Dans son bureau, J-C contemple le cadre qu’il vient d’accrocher au mur. Sur la photo, on voit le pharmacien, son associée Karine et Emmanuel Macron dans l'espace Pasteur de la pharmacie. Cet instant a été immortalisé par la mère de JC, lors de la visite du président de la République.
- J-C, tu as vu les dernières nouvelles ?, dit Karine en entrant dans le bureau.
Le pharmacien sursaute.
- Quoi ?
La pharmacienne remarque la photo encadrée.
- C'est amusant quand même qu’un fervent électeur de droite et soutien des Républicains regarde avec tant d’admiration sa poignée de main avec Macron !, le taquine-t-elle.
- Ce n’est pas parce que j’ai rencontré Macron que je le soutiens. Mais, c’est tout de même un événement mémorable qu’un président de la République soit passé ici ! De quoi tu me parlais en entrant ?
- Tu n’as pas lu « le Quotidien » ? Regarde, répond la co-titulaire en lui mettant le journal sous les yeux.
- Vingt pour cent de moins sur les tests antigéniques !

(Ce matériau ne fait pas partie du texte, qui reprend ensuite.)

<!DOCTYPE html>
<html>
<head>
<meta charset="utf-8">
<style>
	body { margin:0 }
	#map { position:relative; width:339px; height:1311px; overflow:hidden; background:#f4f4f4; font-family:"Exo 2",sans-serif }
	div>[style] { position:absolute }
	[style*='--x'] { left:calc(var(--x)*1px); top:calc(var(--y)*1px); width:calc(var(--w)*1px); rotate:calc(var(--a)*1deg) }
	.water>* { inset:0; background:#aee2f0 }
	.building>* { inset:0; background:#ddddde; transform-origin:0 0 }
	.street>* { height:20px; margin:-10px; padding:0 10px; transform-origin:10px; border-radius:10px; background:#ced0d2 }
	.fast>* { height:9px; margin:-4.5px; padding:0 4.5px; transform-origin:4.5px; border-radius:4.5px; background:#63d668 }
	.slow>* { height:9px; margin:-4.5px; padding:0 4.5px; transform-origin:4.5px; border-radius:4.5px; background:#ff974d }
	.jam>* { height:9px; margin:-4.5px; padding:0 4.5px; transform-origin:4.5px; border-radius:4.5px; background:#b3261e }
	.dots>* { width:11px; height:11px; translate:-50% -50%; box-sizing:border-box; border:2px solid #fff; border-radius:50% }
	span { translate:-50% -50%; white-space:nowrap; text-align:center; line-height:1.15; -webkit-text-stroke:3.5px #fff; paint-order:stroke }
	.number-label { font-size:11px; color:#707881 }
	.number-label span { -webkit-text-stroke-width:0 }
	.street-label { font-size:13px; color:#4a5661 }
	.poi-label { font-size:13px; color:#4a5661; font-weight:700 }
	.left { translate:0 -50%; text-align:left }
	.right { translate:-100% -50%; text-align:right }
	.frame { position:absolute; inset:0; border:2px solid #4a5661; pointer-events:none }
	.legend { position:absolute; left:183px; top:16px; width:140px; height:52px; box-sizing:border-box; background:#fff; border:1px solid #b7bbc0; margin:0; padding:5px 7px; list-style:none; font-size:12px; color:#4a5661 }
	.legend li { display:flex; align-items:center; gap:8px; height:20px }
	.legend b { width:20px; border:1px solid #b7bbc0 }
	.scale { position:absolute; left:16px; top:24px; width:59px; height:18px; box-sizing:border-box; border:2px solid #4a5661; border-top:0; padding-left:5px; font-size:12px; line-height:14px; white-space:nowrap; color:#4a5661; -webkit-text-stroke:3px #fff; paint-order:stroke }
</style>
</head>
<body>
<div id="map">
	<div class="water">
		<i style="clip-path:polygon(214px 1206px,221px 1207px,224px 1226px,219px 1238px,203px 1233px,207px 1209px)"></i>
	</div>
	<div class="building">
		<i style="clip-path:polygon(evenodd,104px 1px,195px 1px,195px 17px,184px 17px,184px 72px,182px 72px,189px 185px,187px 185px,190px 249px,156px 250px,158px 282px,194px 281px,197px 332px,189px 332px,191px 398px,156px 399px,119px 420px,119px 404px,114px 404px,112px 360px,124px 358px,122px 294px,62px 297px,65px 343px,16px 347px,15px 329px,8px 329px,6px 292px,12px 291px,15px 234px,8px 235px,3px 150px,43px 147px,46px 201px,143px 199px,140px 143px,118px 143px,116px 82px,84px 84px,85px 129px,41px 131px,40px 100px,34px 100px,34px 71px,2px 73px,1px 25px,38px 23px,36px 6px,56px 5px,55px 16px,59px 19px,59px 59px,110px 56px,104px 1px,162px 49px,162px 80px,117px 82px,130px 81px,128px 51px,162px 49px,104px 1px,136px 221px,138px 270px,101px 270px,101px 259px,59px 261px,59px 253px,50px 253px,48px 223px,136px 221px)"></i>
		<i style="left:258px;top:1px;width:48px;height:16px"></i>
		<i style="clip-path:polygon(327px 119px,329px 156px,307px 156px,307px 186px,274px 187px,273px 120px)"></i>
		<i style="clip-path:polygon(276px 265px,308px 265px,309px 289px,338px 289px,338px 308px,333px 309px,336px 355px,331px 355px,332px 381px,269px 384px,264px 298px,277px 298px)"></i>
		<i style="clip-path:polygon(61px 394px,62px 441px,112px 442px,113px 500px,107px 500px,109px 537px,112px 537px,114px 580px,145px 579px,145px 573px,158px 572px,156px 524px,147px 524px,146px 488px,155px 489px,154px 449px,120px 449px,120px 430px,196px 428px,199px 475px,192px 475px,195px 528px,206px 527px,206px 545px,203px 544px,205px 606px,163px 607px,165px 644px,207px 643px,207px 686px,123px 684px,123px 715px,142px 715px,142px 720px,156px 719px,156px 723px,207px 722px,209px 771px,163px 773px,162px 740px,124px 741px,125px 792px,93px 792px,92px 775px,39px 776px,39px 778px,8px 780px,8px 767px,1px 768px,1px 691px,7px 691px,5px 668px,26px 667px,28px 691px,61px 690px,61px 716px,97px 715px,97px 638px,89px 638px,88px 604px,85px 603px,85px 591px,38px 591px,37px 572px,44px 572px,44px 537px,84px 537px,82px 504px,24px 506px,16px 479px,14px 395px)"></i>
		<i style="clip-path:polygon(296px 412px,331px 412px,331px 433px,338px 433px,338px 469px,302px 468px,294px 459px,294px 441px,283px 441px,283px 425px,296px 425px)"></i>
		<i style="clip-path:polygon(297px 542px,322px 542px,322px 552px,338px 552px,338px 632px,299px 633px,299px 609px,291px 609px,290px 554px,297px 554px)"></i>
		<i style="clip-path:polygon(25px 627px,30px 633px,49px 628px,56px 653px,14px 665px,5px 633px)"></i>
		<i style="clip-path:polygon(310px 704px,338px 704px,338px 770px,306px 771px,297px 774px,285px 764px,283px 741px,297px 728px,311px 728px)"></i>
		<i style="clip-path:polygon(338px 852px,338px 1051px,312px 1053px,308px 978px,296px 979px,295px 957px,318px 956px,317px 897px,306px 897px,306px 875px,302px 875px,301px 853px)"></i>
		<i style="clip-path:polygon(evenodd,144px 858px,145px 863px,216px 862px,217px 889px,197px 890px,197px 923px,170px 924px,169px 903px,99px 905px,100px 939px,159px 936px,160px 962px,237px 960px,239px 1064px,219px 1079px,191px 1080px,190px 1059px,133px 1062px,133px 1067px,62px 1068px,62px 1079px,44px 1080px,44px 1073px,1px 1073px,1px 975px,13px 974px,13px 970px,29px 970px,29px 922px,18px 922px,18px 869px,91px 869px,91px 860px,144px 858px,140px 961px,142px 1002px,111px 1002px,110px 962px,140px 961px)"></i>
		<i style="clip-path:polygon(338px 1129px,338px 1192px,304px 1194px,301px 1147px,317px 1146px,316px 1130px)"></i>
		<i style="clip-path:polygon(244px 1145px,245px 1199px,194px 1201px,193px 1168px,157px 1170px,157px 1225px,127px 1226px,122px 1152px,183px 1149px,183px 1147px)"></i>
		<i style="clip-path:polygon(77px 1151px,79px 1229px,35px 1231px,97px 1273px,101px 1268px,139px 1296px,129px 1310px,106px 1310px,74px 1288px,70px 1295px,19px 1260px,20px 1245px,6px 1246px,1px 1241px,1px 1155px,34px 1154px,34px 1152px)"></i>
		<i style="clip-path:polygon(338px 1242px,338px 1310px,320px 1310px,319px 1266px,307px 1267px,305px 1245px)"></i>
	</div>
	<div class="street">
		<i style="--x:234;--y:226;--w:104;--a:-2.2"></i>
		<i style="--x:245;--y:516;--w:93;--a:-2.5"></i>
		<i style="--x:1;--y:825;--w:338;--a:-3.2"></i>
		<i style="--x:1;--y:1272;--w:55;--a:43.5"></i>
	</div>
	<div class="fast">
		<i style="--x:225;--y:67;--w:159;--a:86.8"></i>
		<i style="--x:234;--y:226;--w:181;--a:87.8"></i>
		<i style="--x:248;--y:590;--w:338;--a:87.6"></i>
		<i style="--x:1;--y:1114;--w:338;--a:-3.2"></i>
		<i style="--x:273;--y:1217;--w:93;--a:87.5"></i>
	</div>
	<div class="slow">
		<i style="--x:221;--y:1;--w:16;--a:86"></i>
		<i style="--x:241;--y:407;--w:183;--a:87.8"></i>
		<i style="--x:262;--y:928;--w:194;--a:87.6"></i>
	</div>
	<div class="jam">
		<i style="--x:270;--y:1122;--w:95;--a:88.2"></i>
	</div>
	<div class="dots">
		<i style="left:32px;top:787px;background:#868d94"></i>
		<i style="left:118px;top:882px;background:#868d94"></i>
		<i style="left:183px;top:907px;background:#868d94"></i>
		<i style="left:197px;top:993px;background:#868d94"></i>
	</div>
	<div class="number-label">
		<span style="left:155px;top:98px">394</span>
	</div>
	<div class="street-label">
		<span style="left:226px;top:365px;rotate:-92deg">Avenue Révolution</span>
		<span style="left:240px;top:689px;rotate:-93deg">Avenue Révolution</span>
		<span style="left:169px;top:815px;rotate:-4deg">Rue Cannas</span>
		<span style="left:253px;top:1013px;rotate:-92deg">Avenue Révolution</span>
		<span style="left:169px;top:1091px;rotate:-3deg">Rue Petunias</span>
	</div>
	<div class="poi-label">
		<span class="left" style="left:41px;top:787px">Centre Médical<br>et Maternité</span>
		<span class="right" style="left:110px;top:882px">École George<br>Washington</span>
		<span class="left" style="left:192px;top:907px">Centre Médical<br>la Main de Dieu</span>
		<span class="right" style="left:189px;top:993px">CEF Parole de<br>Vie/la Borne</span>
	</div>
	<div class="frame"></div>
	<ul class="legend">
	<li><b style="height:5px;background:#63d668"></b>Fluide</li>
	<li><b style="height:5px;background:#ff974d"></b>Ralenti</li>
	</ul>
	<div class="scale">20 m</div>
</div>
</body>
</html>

- À mon avis, le gouvernement veut stimuler le marché des autotests, au détriment des tests pris en charge. Remarque, je le comprends. Les vannes sont ouvertes depuis plusieurs mois. La facture commence à être salée.
- On en fait encore combien par semaine ?, lui demande J-C.

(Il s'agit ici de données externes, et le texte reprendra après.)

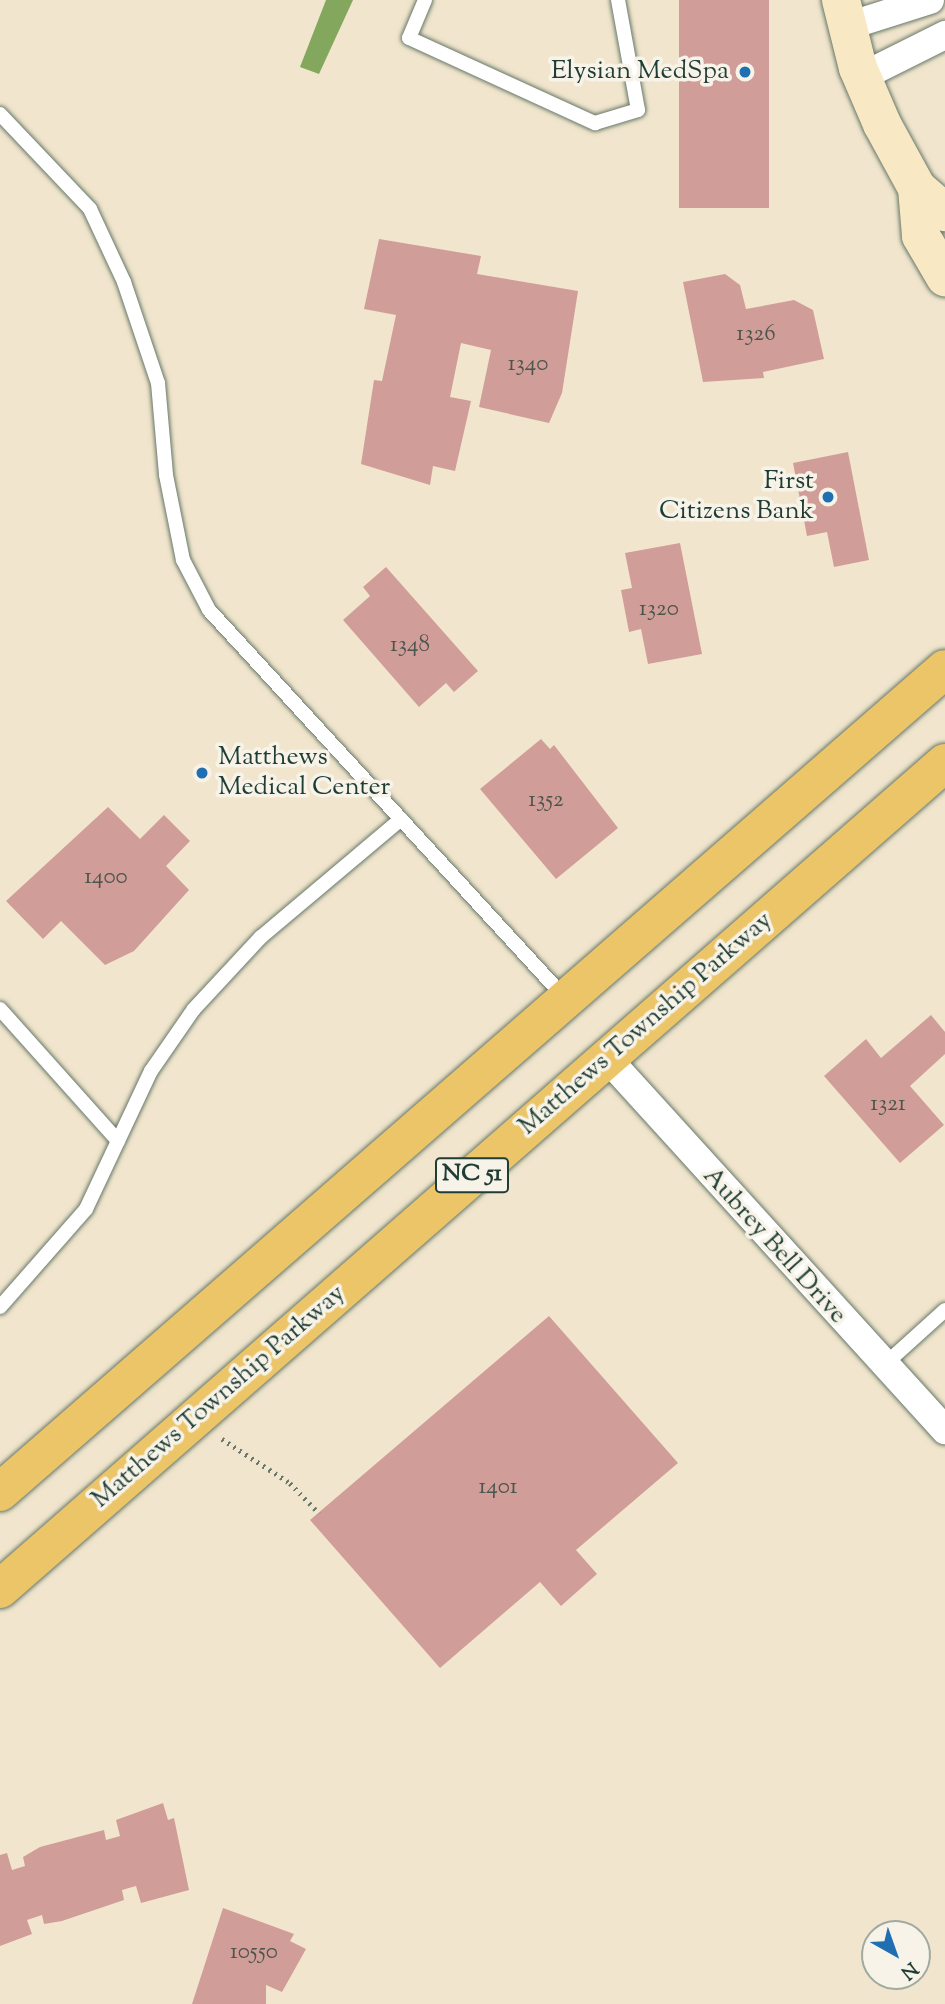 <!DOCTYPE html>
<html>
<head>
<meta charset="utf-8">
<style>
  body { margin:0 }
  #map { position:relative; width:945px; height:2004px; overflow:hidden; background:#f1e6cd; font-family:"Sorts Mill Goudy",serif }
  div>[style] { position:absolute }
  .forest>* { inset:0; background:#83a75c }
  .building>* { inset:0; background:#d19d99; transform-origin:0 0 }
  .path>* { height:4.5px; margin-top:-2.25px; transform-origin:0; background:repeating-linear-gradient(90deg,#68786a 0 2px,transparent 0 7px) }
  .roads { filter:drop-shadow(0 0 2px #68786a) drop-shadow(0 0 2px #68786a) }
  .service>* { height:14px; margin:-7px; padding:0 7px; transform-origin:7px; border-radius:7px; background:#fff }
  .minor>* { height:28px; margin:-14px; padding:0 14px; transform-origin:14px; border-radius:14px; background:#fff }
  .secondary>* { height:38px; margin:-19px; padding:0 19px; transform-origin:19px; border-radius:19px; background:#f8e8c3 }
  .primary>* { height:38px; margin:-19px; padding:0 19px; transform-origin:19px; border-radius:19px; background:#edc569 }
  .dots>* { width:19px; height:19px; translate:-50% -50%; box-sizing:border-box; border:4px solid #f7f3e8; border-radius:50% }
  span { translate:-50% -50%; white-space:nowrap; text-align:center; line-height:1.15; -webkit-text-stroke:7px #f7f3e8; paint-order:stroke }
  .number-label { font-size:23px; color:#4c554d }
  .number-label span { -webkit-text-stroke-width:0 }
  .shield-label span { padding:2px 5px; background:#f7f3e8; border:2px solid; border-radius:5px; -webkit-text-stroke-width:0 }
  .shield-label { font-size:24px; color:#1f3d34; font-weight:700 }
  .poi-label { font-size:26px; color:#1f3d34 }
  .right { translate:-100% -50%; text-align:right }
  .left { translate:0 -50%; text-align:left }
  .street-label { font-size:26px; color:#1f3d34 }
  .north { position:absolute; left:861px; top:1920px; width:70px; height:70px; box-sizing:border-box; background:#f7f3e8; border:2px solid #a1aaa0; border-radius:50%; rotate:140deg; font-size:19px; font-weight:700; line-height:28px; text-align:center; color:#1f3d34 }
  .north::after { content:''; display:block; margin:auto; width:24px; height:32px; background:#1f6fb2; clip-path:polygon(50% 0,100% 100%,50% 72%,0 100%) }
</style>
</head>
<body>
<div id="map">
  <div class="forest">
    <div style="clip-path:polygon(326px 0,353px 0,319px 74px,300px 67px)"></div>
  </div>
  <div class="building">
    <div style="left:679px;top:0;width:90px;height:208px"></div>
    <div style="clip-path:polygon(379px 239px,481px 256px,477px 274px,578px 291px,562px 393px,549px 423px,479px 407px,491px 350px,461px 343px,450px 397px,471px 401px,455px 471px,433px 466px,430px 485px,361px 464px,374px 380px,382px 381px,396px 315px,364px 309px)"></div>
    <div style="clip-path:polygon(725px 274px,740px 285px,746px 309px,794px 300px,813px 310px,824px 359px,763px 372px,764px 378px,703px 382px,683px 282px)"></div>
    <div style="clip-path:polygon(848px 452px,869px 560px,834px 567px,827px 532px,807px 536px,793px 463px)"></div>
    <div style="clip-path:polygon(680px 543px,702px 654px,648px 664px,641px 629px,629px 632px,621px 590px,632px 588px,625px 553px)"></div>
    <div style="clip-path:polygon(386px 567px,478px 671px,454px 692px,446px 683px,419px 707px,343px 620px,370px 596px,363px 587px)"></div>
    <div style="clip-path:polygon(541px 739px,550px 749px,554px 745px,618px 828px,556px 879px,480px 789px)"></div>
    <div style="clip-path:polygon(108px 807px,140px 839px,164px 815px,190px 841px,166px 866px,189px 890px,134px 951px,105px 965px,61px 921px,43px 939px,6px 901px)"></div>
    <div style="clip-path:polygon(931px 1015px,945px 1032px,945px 1054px,910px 1086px,944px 1125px,900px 1163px,824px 1076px,866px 1039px,881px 1058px)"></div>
    <div style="clip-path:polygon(549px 1316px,678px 1463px,576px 1550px,597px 1574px,561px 1606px,540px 1582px,440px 1668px,310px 1520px)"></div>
    <div style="clip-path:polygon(163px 1803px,168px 1820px,174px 1818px,189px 1890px,141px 1903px,136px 1886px,122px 1890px,124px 1900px,62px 1921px,44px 1924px,42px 1915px,27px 1920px,32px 1934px,0 1946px,0 1855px,7px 1853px,12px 1870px,25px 1866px,23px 1857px,40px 1847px,104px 1830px,106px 1840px,120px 1836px,116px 1820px)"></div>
    <div style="clip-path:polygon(223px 1908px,294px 1934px,290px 1941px,306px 1949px,282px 1992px,266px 1985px,266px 2004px,192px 2004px)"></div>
  </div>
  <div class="path">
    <div style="left:222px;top:1439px;width:81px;rotate:32.9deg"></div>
    <div style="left:290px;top:1483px;width:42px;rotate:46deg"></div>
  </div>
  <div class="roads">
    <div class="service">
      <div style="left:425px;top:0;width:41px;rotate:112.8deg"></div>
      <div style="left:409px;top:38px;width:205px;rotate:24.6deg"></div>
      <div style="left:595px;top:123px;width:45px;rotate:-16.8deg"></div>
      <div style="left:638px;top:110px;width:112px;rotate:-100.3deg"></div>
      <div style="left:0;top:114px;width:131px;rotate:46.5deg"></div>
      <div style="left:90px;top:209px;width:81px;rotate:65deg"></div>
      <div style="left:124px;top:282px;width:107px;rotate:71.4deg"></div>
      <div style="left:158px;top:383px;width:92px;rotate:85deg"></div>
      <div style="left:166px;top:475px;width:87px;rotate:78.7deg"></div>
      <div style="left:183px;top:560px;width:56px;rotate:62.5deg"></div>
      <div style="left:209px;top:610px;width:527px;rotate:47.46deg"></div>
      <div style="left:0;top:1009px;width:177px;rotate:48.2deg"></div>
      <div style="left:0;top:1307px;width:130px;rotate:-48.7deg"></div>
      <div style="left:86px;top:1209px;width:153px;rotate:-64.8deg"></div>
      <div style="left:151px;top:1071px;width:75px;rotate:-55.3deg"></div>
      <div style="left:194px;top:1009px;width:98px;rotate:-47.1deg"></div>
      <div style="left:261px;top:937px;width:183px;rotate:-40.1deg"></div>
      <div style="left:882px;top:1367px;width:85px;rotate:-42.1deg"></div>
    </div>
    <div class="minor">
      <div style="left:848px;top:26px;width:86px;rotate:-17.6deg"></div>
      <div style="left:861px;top:77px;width:94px;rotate:-26.6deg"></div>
      <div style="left:607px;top:1058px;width:503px;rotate:47.74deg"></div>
    </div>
    <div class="secondary">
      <div style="left:841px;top:0;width:70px;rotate:76deg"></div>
      <div style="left:858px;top:68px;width:61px;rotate:66.8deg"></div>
      <div style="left:882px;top:124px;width:73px;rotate:61.3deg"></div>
      <div style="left:917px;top:188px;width:37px;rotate:41deg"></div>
      <div style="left:917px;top:188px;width:48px;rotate:85.2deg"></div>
      <div style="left:921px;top:236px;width:48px;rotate:59.7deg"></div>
    </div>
    <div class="primary">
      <div style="left:0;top:1492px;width:1253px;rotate:-41.05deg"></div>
      <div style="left:0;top:1589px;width:1255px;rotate:-41.16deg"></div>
    </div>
  </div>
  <div class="dots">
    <div style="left:745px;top:72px;background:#1f6fb2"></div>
    <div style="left:828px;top:497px;background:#1f6fb2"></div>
    <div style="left:202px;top:773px;background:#1f6fb2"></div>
  </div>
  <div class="number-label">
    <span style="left:756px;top:335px">1326</span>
    <span style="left:528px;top:365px">1340</span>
    <span style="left:659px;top:610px">1320</span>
    <span style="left:410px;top:646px">1348</span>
    <span style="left:546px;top:801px">1352</span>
    <span style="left:106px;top:878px">1400</span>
    <span style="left:888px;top:1105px">1321</span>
    <span style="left:498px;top:1488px">1401</span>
    <span style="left:254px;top:1953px">10550</span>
  </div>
  <div class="shield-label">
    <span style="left:472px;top:1175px">NC 51</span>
  </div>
  <div class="poi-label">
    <span class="right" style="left:729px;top:72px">Elysian MedSpa</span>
    <span class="right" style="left:814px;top:497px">First<br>Citizens Bank</span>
    <span class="left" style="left:218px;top:773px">Matthews<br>Medical Center</span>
  </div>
  <div class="street-label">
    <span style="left:646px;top:1024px;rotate:-41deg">Matthews Township Parkway</span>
    <span style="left:774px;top:1246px;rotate:48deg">Aubrey Bell Drive</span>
    <span style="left:219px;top:1397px;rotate:-41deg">Matthews Township Parkway</span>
  </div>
  <div class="north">N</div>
</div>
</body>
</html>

- Une trentaine encore. Je te propose qu'on se laisse encore quelques jours pour décider. Et de toute façon, si on doit arrêter les tests, autant le faire à partir de juillet, lorsque la deuxième baisse de prix s’appliquera, conclut Karine.
On frappe à la porte du bureau.
- Entre, Marilyne !
- Bonjour. Euh, comment dire… je pense que Christèle pète les plombs, résume la rayonniste avec son franc-parler habituel.
- Comment ça, « elle pète les plombs » ?
- Dès qu’on lui parle, elle a les larmes aux yeux ; et elle, d’habitude si douce et compréhensive avec les patients, elle s’agace d'un rien.
Au cours de la matinée, à l’heure du café, Karine s’isole avec Christèle pour discuter.
- Comment allez-vous Christèle ?
La préparatrice ne répond pas. Elle fait une grimace derrière son masque.
- Je vous trouve un peu fatiguée. Vous pouvez m’en parler si vous voulez…
- Comment faites-vous, Karine, pour gérer la pharmacie, votre mandat à la mairie et les enfants ?, demande soudain Christèle d'une voix tremblante.
- C’est difficile. D'autant plus que Mathieu, en tant qu'infirmier anesthésiste, est particulièrement sollicité. Heureusement, nous avons les grands-parents à disposition, vaccinés en plus.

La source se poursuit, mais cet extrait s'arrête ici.